**Work order**
The answer must be a single number: the count of lines below that contain the string "Chemin".
Dataset records Block Start
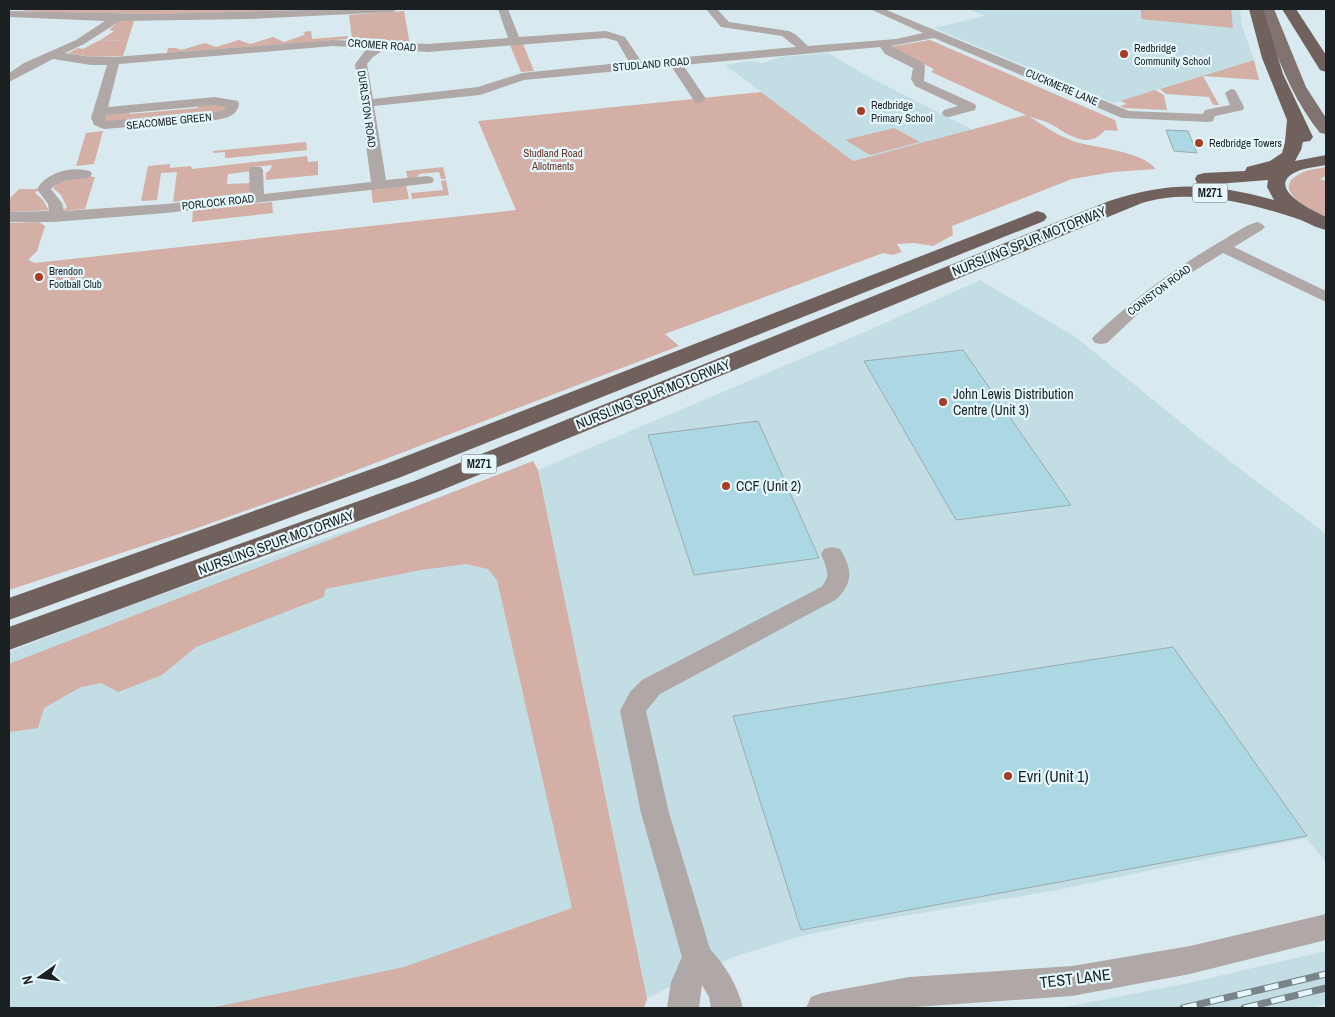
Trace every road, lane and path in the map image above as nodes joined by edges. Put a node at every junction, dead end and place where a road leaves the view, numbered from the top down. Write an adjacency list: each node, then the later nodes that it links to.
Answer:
1 (391, 9): 10 (street)
2 (503, 9): 12 (street)
3 (711, 9): 15 (street)
4 (875, 9): 11 (street, CUCKMERE LANE)
5 (1256, 9): 30 (highway)
6 (1267, 9): 29 (main road)
7 (1279, 9): 29 (main road)
8 (1289, 9): 17 (highway)
9 (9, 14): 10 (street)
10 (118, 17): 16 (street)
11 (936, 34): 13 (street, STUDLAND ROAD); 22 (street, CUCKMERE LANE)
12 (515, 41): 14 (street, CROMER ROAD); 20 (street, CROMER ROAD)
13 (883, 43): 15 (street, STUDLAND ROAD); 26 (street)
14 (384, 46): 18 (street, CROMER ROAD); 24 (street, DURLSTON ROAD)
15 (805, 50): 19 (street, STUDLAND ROAD)
16 (52, 55): 18 (street, CROMER ROAD); 21 (street)
17 (1324, 60)
18 (114, 61): 27 (street)
19 (675, 62): 20 (street, STUDLAND ROAD); 23 (street)
20 (636, 65): 24 (street, STUDLAND ROAD)
21 (9, 78)
22 (1231, 93)
23 (700, 99)
24 (367, 103): 37 (street, DURLSTON ROAD)
25 (986, 103): 26 (street)
26 (970, 107): 28 (street)
27 (101, 110): 27 (street, SEACOMBE GREEN)
28 (949, 113)
29 (1323, 119)
30 (1295, 120): 31 (highway); 36 (highway, M271)
31 (1317, 162): 34 (highway, NURSLING SPUR MOTORWAY)
32 (85, 174): 41 (street)
33 (252, 174): 38 (street)
34 (1280, 174): 36 (highway, NURSLING SPUR MOTORWAY / M271); 39 (highway)
35 (427, 180): 37 (street, PORLOCK ROAD)
36 (1154, 180): 48 (highway, NURSLING SPUR MOTORWAY / M271)
37 (379, 185): 38 (street, PORLOCK ROAD)
38 (257, 198): 41 (street, PORLOCK ROAD)
39 (1302, 214): 42 (highway); 49 (highway, NURSLING SPUR MOTORWAY / M271)
40 (9, 217): 41 (street, PORLOCK ROAD)
41 (53, 217)
42 (1326, 224)
43 (1257, 227): 44 (street, CONISTON ROAD)
44 (1222, 247): 45 (street); 46 (street, CONISTON ROAD)
45 (1326, 297)
46 (1101, 339)
47 (832, 554): 51 (street)
48 (9, 609)
49 (9, 639)
50 (1326, 928): 54 (street, TEST LANE)
51 (697, 958): 52 (street); 53 (street)
52 (683, 1008)
53 (727, 1008)
54 (822, 1008)

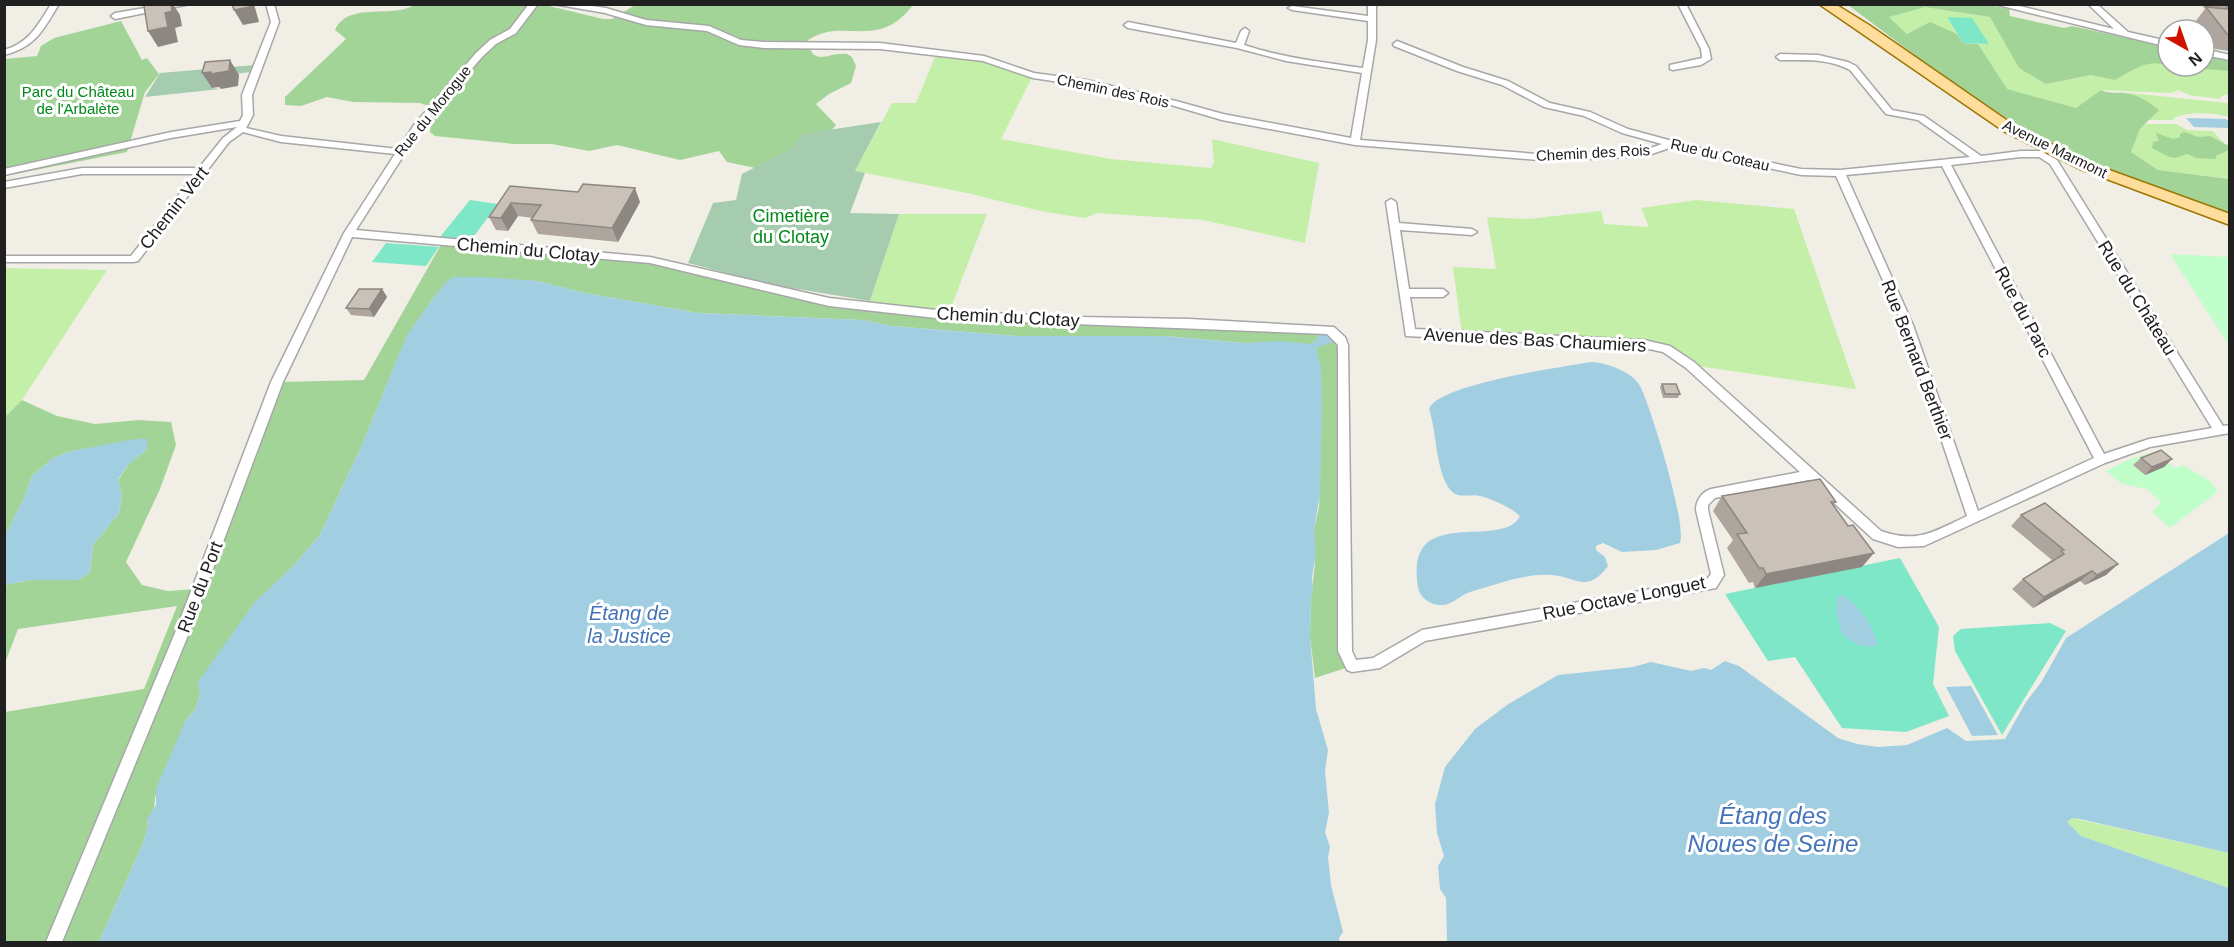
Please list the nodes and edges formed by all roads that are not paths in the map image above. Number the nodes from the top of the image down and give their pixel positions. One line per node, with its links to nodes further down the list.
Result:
1 (55, 4): 23 (street)
2 (186, 4): 14 (street)
3 (270, 4): 27 (street)
4 (534, 4): 31 (street, Rue du Morogue)
5 (557, 4): 29 (street, Chemin des Rois)
6 (1372, 4): 15 (street)
7 (1682, 4): 25 (street)
8 (1825, 4): 16 (main road, Avenue Marmont)
9 (1832, 4): 16 (main road, Avenue Marmont)
10 (1838, 4): 16 (main road, Avenue Marmont)
11 (1998, 4): 19 (street)
12 (2092, 4): 19 (street)
13 (1292, 8): 15 (street)
14 (115, 16)
15 (1372, 19): 26 (street)
16 (1860, 23): 28 (main road, Avenue Marmont)
17 (1128, 25): 22 (street)
18 (1245, 31): 22 (street)
19 (2125, 34): 20 (street)
20 (2156, 42)
21 (1398, 44): 30 (street, Rue du Coteau)
22 (1239, 46): 26 (street)
23 (4, 53)
24 (1780, 57): 33 (street)
25 (1673, 67)
26 (1368, 71): 29 (street)
27 (242, 126): 31 (street); 37 (street); 38 (street, Chemin Vert)
28 (2010, 129): 32 (main road); 36 (main road, Avenue Marmont)
29 (1355, 142): 30 (street, Chemin des Rois)
30 (1671, 144): 39 (street, Rue du Coteau)
31 (399, 152): 45 (street, Rue du Morogue)
32 (2021, 154): 33 (street, Rue du Coteau); 34 (street, Rue du Coteau)
33 (1980, 160): 35 (street, Rue du Coteau)
34 (2054, 162): 36 (main road); 49 (street, Rue du Château)
35 (1945, 163): 39 (street, Rue du Coteau); 50 (street, Rue du Parc)
36 (2085, 166): 42 (main road, Avenue Marmont)
37 (4, 171)
38 (202, 171): 40 (street); 46 (street, Chemin Vert)
39 (1840, 173): 52 (street, Rue Bernard Berthier)
40 (4, 184)
41 (1391, 202): 43 (street)
42 (2229, 220)
43 (1395, 226): 44 (street); 47 (street)
44 (1472, 232)
45 (349, 233): 53 (street, Chemin du Clotay); 54 (street, Rue du Port)
46 (4, 259)
47 (1404, 293): 48 (street); 51 (street, Avenue des Bas Chaumiers)
48 (1443, 293)
49 (2224, 430): 50 (street)
50 (2101, 460): 52 (street)
51 (1810, 475): 52 (street); 53 (street, Rue Octave Longuet)
52 (1974, 517)
53 (1352, 666)
54 (54, 942)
Dataset records Block End
**Solution to the exercise**
5